Who knew that Men's Fitness offered recipes too? This recipe will help you loose weight and gain muscle, according to the magazine.  Curry is fabulous for achieving your 5-a-day and the seasoning provides fantastic flavor without adding extra fat.  You can substitute the prawns for another meat or veg depending on your tastes.



Ingredients 
15 fresh prawns without skin
2 small onions, chopped  
2 carrots, chopped
1-2 medium green peppers, chopped  
2 fresh tomatoes, chopped  
1 tbsp olive oil  
1 clove garlic, sliced  
½  lemongrass stick  
1 small piece of ginger, grated  
2 green chillies, de-seeded and sliced  
1tbsp medium curry powder  
½ tsp ground turmeric  
6-7 leaves fresh coriander (cilantro) 
oyster sauce  
½ tsp cayenne pepper  
vegetable stock  
100ml coconut milk  
250g brown rice 

Directions
1.  Heat the olive oil in a pan.
2.  Add the onions and carrots and cook gently for five minutes. 

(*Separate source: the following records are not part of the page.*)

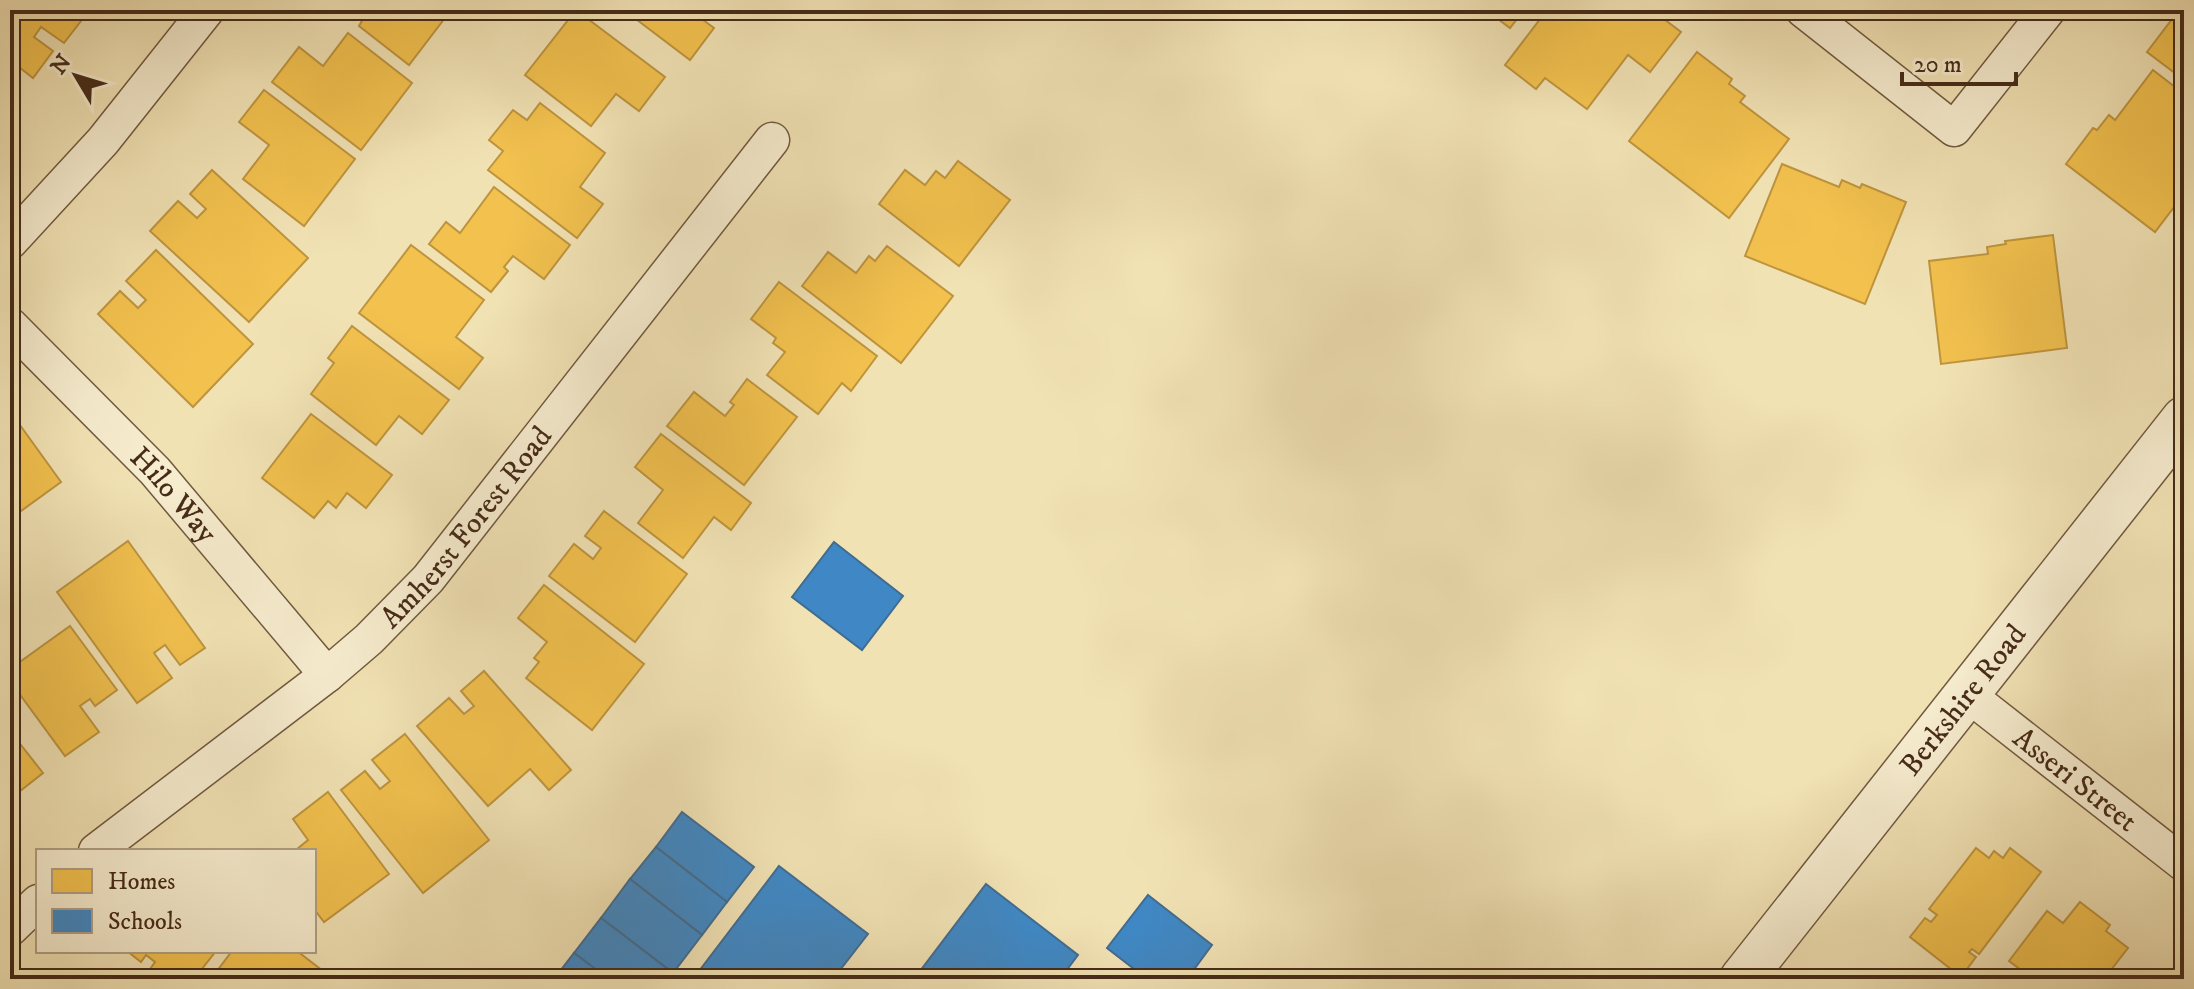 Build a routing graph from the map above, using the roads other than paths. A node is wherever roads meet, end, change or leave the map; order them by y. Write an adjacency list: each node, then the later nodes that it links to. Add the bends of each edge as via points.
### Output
1 (207, 10): 5 (street, via 103,141)
2 (1803, 10): 3 (street, via 1954,129)
3 (2048, 10)
4 (772, 140): 8 (street, Amherst Forest Road, via 428,579)
5 (10, 242)
6 (10, 325): 8 (street, Hilo Way, via 155,471)
7 (2184, 419): 9 (street, Berkshire Road)
8 (327, 675): 10 (street, Amherst Forest Road)
9 (1967, 694): 11 (street, Asseri Street); 14 (street, Berkshire Road)
10 (99, 849)
11 (2184, 864)
12 (36, 904): 13 (street)
13 (10, 929)
14 (1742, 979)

3.  Add the tomatoes, green peppers, ginger, garlic, cayenne pepper and chillies and mix.
4.  Add the oyster sauce, vegetable stock, curry powder, turmeric and coconut milk.
5.  Simmer for 12-15 minutes to allow the sauce to thicken.
6.  Cook the rice according to the instructions, drain and reserve the water. 
7.  Use the rice water to blanch the prawns (with added lemongrass) for three to four minutes.
8.  Add the prawns and coriander to the sauce and serve.